LREC 2016 Workshop:
Translation Evaluation:
From Fragmented Tools and Data Sets
to an Integrated Ecosystem
24 May 2016, Portorož, Slovenia
About this Workshop
Current MT/HT evaluation approaches, both automatic and manual, are characterised by a high degree of fragmentation, heterogeneity and a lack of interoperability between tools and data sets. As a consequence, it is difficult to reproduce, interpret, and compare evaluation results. The main objective of this workshop is to bring together researchers working on MT and HT evaluation, including providers and users of tools or evaluation approaches (including metrics and methodologies) as well as practitioners (translators, users of MT, LSPs etc.). Topics of interest include but are not limited to:
- MT/HT evaluation methodologies (incl. scoring mechanisms, integrated metrics)
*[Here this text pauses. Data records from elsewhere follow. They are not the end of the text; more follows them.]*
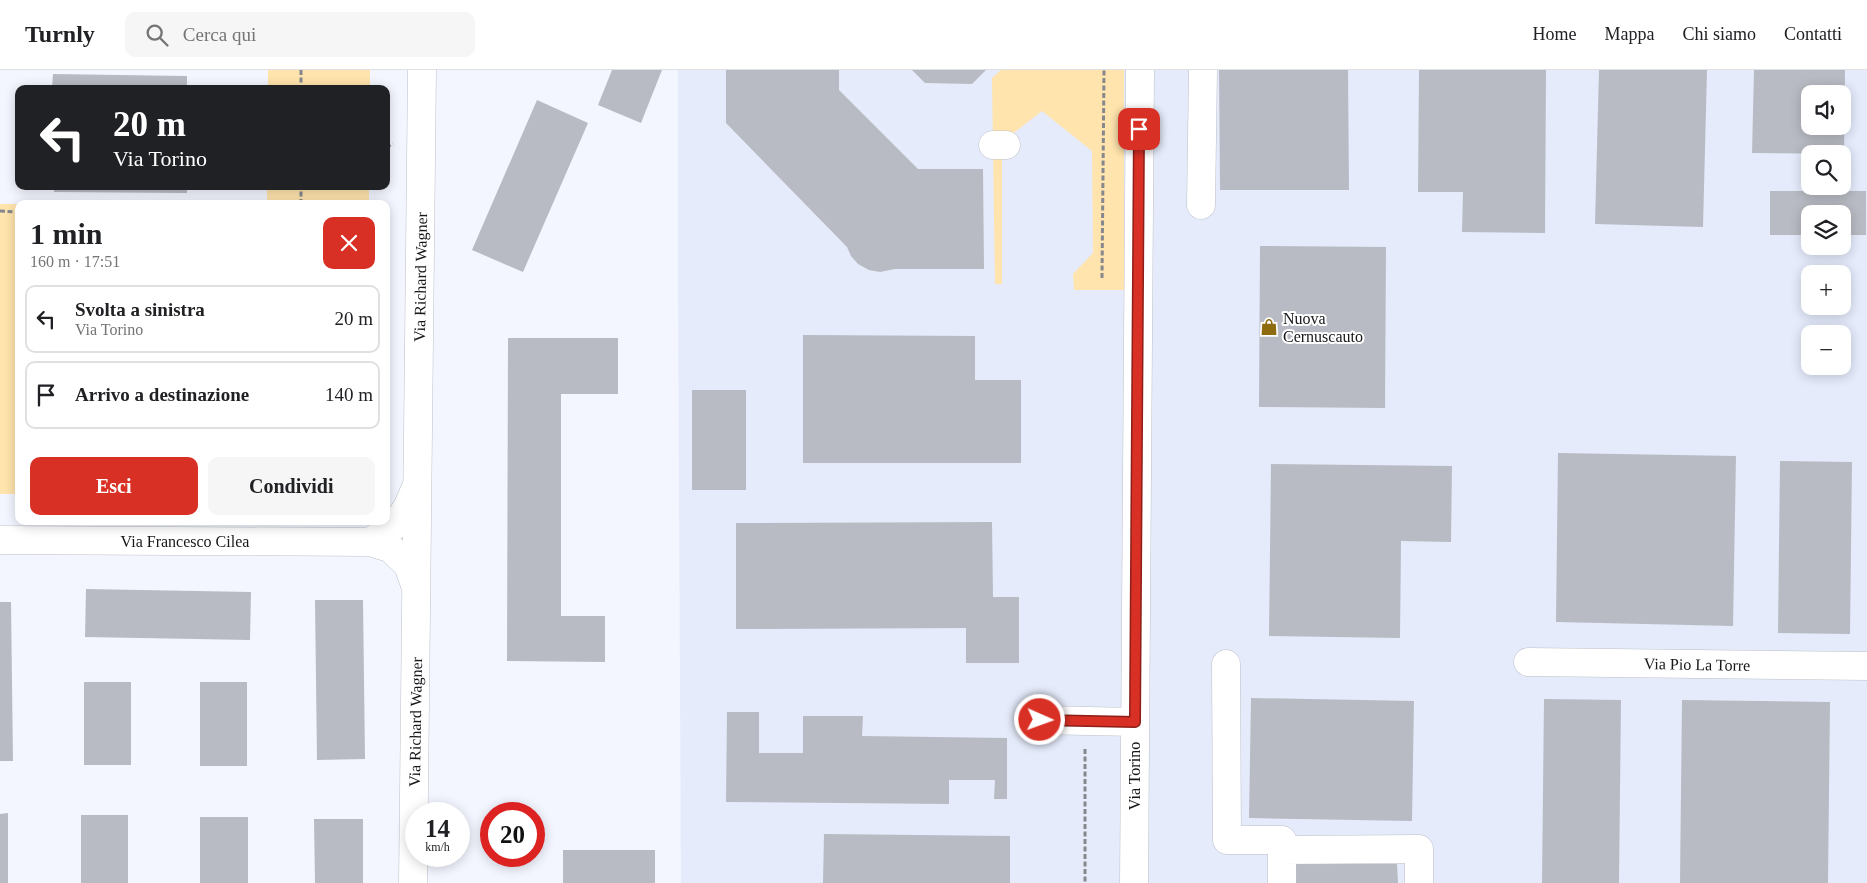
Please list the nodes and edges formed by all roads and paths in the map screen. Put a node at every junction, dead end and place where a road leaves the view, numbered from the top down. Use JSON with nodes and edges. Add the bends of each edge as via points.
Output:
{"nodes":[{"id":1,"x":301,"y":70,"type":"edge"},
{"id":2,"x":422,"y":70,"type":"edge"},
{"id":3,"x":1104,"y":70,"type":"edge"},
{"id":4,"x":1140,"y":70,"type":"edge"},
{"id":5,"x":1203,"y":70,"type":"edge"},
{"id":6,"x":301,"y":85,"type":"edge"},
{"id":7,"x":1201,"y":205,"type":"dead end"},
{"id":8,"x":0,"y":211,"type":"edge"},
{"id":9,"x":15,"y":212,"type":"edge"},
{"id":10,"x":1102,"y":278,"type":"dead end"},
{"id":11,"x":418,"y":484,"type":"junction"},
{"id":12,"x":0,"y":540,"type":"edge"},
{"id":13,"x":370,"y":542,"type":"junction"},
{"id":14,"x":417,"y":592,"type":"junction"},
{"id":15,"x":1528,"y":662,"type":"dead end"},
{"id":16,"x":1226,"y":664,"type":"dead end"},
{"id":17,"x":1867,"y":666,"type":"edge"},
{"id":18,"x":1040,"y":720,"type":"dead end"},
{"id":19,"x":1085,"y":721,"type":"junction"},
{"id":20,"x":1135,"y":722,"type":"junction"},
{"id":21,"x":1282,"y":850,"type":"junction"},
{"id":22,"x":413,"y":883,"type":"edge"},
{"id":23,"x":1085,"y":883,"type":"edge"},
{"id":24,"x":1134,"y":883,"type":"edge"},
{"id":25,"x":1282,"y":883,"type":"edge"},
{"id":26,"x":1419,"y":883,"type":"edge"}],
"edges":[{"from":1,"to":6,"type":"path"},
{"from":2,"to":11,"type":"street","name":"Via Richard Wagner"},
{"from":3,"to":10,"type":"path"},
{"from":4,"to":20,"type":"street","name":"Via Torino"},
{"from":5,"to":7,"type":"street"},
{"from":8,"to":9,"type":"path"},
{"from":11,"to":13,"type":"street","name":"Via Richard Wagner","via":[[394,526]]},
{"from":11,"to":14,"type":"street","name":"Via Richard Wagner"},
{"from":12,"to":13,"type":"street","name":"Via Francesco Cilea"},
{"from":13,"to":14,"type":"street","name":"Via Richard Wagner","via":[[390,548],[408,565]]},
{"from":14,"to":22,"type":"street","name":"Via Richard Wagner"},
{"from":15,"to":17,"type":"street","name":"Via Pio La Torre"},
{"from":16,"to":21,"type":"street","via":[[1227,840],[1282,840]]},
{"from":18,"to":19,"type":"street"},
{"from":19,"to":20,"type":"street"},
{"from":19,"to":23,"type":"path"},
{"from":20,"to":24,"type":"street","name":"Via Torino"},
{"from":21,"to":25,"type":"street"},
{"from":21,"to":26,"type":"street","via":[[1419,849]]}]}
- Benchmarks for MT evaluation
- Data and annotation formats for the evaluation of MT/HT
- Workbenches, tools, technologies for the evaluation of MT/HT (incl. specialised workflows)
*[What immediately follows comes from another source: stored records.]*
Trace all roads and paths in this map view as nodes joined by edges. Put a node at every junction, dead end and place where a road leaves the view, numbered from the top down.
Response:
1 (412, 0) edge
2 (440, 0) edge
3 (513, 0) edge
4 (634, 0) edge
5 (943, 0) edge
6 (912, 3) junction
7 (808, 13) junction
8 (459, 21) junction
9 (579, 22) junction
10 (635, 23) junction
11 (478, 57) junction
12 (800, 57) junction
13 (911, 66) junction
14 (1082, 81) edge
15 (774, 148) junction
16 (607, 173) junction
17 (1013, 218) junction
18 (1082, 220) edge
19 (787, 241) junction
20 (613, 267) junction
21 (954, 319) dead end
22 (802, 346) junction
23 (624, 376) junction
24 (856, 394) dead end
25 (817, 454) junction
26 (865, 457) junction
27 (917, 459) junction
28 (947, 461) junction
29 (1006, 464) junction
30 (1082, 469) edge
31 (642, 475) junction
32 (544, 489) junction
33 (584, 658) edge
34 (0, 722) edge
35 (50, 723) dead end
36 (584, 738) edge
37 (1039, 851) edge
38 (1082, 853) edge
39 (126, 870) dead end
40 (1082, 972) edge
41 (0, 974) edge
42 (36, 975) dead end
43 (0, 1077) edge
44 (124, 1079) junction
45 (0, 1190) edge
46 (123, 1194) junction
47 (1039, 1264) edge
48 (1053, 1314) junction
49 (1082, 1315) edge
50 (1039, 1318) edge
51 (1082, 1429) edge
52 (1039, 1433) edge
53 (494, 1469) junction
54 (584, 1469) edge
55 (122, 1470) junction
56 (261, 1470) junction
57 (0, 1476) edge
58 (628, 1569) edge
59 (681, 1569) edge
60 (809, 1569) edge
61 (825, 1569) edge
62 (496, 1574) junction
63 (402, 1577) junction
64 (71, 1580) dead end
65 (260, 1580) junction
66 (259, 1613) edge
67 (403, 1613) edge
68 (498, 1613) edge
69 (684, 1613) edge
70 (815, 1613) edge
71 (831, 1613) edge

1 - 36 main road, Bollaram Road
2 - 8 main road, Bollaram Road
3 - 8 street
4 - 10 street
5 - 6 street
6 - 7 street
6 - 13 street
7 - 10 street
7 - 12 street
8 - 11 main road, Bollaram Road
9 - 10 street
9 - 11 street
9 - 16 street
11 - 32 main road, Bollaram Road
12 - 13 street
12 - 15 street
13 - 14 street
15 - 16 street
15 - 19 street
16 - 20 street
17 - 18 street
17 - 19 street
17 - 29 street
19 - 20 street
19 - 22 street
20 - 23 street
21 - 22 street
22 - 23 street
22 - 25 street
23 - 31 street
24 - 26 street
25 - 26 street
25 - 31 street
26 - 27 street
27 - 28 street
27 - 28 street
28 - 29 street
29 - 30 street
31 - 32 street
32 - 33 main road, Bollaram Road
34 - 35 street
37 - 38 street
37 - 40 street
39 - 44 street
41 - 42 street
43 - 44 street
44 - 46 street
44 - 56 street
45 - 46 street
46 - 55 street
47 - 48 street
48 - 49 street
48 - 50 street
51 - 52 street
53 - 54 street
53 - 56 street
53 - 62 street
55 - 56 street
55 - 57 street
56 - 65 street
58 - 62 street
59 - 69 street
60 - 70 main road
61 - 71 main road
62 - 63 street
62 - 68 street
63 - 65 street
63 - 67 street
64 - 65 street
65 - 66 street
- Integration of MT/TM, and terminology in industrial evaluation scenarios
- Evaluation ecosystems
- Annotation concepts such as MQM, DQF and their implementation in MT evaluation processes
Call for papers
This workshop will take an in-depth look at an area of ever-increasing importance: approaches, tools and data support for the evaluation of human translation (HT) and machine translation (MT), with a focus on MT. Two clear trends have emerged over the past several years. The first trend involves standardising evaluations in research through large shared tasks in which actual translations are compared to reference translations using automatic metrics and/or human ranking. The second trend focuses on achieving high quality translations with the help of increasingly complex data sets that contain many levels of annotation based on sophisticated quality metrics – often organised in the context of smaller shared tasks. In industry, we also observe an increased interest in workflows for high quality outbound translation that combine Translation Memory (TM)/Machine Translation and post-editing. In stark contrast to this trend to quality translation (QT) and its inherent overall approach and complexity, the data and tooling landscapes remain rather heterogeneous, uncoordinated and not interoperable.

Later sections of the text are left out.